Monday, September 29, 2008

Sep 29th, 2008

Woke up today at 8 - we were going to pick the rental car up at 9, but our young heroes were still sleeping. A started with the refrain "ab tu ladkion ki tarah jaldi utho jaldi utho mat bol - kabhi aath baj gaye utho, kabhi nau baj gaye utho". Looks like he was missing Swati! By the time they woke up and we reached the shop, it was 10.

Mustafa, the shop operator still had us booked on a hyundai getz, and had it cleaned up. We told him we wanted the ford focus - for that we'd have to wait for the owner to come in. The car was personal and in case of an accident, we would have to tell that we were friends of the owner Meriam. She came in shortly and looked anything but friendly. By 10:20 we headed out on our way to Gallipoli, and realized that there is a ferry to Yalova which could take us half way - however, on reaching the ferry, we realized it was booked through the day, so we set out driving with KJ on the wheels.

The drive was mostly smooth - had regular supply of snacks on the way. Arnab refused to stop for lunch "kya ladkion ki tarah khana nahin milta to phati hai kya" - !?$b?* - yeh kya hai - Looks like Arnab was really missing the fond memories of women in his life.

The roads were actually good - touched 170kmph, reached Lapseki after 500km from where we would have to take a ferry with car to Gelibolu. It was hard to find english speaking people there to figure what to do, when KJ found a tourist group which guided us. The salesman in KJ found the perfect prospecting criteria here on "You should only talk to young women - they are they only ones who know english" - theek hai bhai!

Reached Gelibolu and saw a sign "Instanbul 200km" - looks like we had come around the Marmara sea unnecessarily and driven over 500! The drive to gallipoli war memorials was smooth.

The area around there was very scenic, with the Anzec cove providing a perfect backdrop to the serene undertone of the place. Thousands of australian, new zealand and british (including Indians) had fought the Turks here in world war 1. It was regarded as one of the most recent memories of a truly heroic and gentleman's war. The Turkish "father of the nation" Ataturk had held the front for several days before the enemy retreated, and hence the place finds reverence from turks. The contrast between the Indian "father" Gandhi and Ataturk was obvious - one a peace hardliner and the other earning his glory in war - but both managing to liberate vast people, and commanding global respect. The cemeteries and trenches still bring alive what was a battle well fought on both sides.

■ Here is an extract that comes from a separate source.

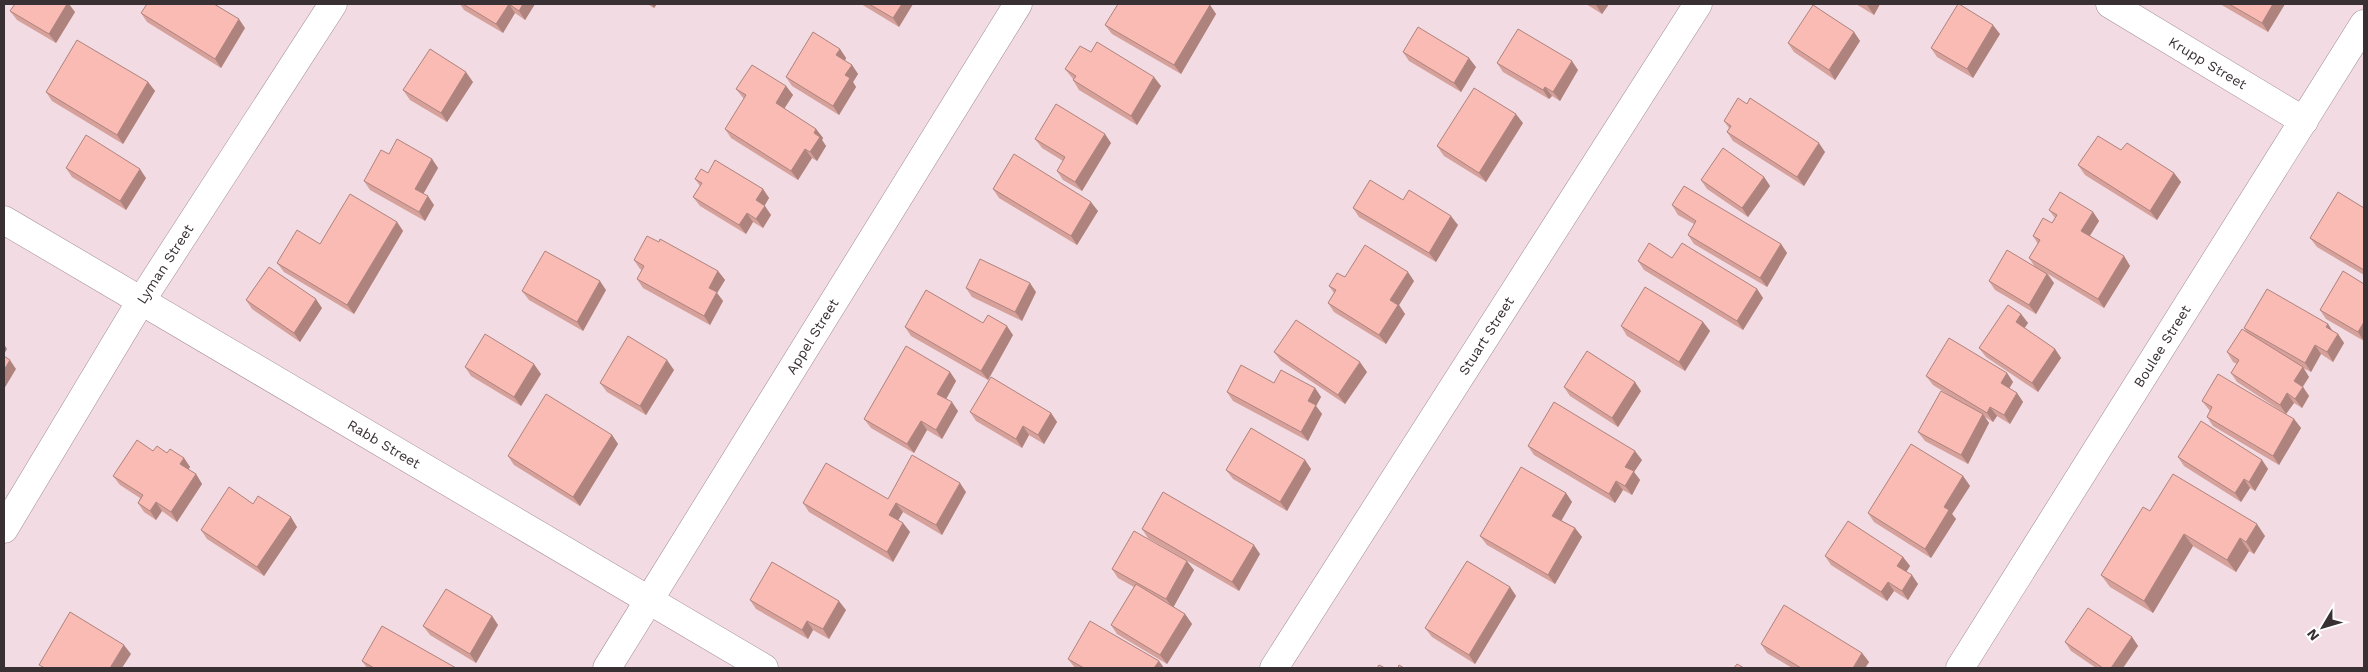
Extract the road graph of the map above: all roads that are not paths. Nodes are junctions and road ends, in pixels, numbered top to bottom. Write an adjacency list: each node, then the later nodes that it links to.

A decided that he wanted to try some offroad stuff with the ford, and it started to smoke. On the next hill, the car gave up and wouldn't budge. Looks like the gear/transmission wasn't engaging - ah! Perfect timing - there was not a soul around at 7:30pm. We backed the car down and called Mustafa - being a single shop car rental, he couldn't do anything and asked us to see if we could find a mechanic. We decided we couldn't and picked up our backpacks for a long trek to the camp. A was actually enjoying the fact that there was some adventure coming into this backpack trip "ladkian hoti to phat jaati abhi". Suddenly, it occurred that we could call the nearest hotel and ask for help. It worked - people here are really very helpful, and a taxi with mechanic were on their way. Soon we saw them, and within two minutes, the mechanic had decided he couldn't fit it now, and tom was holiday so perhaps we could get the car after a couple of days! We got them to talk to Mustafa who convinced them to have it towed now and try and fix by tomorrow. Anil, the taxi driver was very helpful and got us back to Eceabat. He insisted we stay overnight in his town (i think he felt bad that we wouldn't) but we thought taking a ferry to Canakkale might give us some better nightlife - literally ran to the ferry which was going to depart in 2 minutes.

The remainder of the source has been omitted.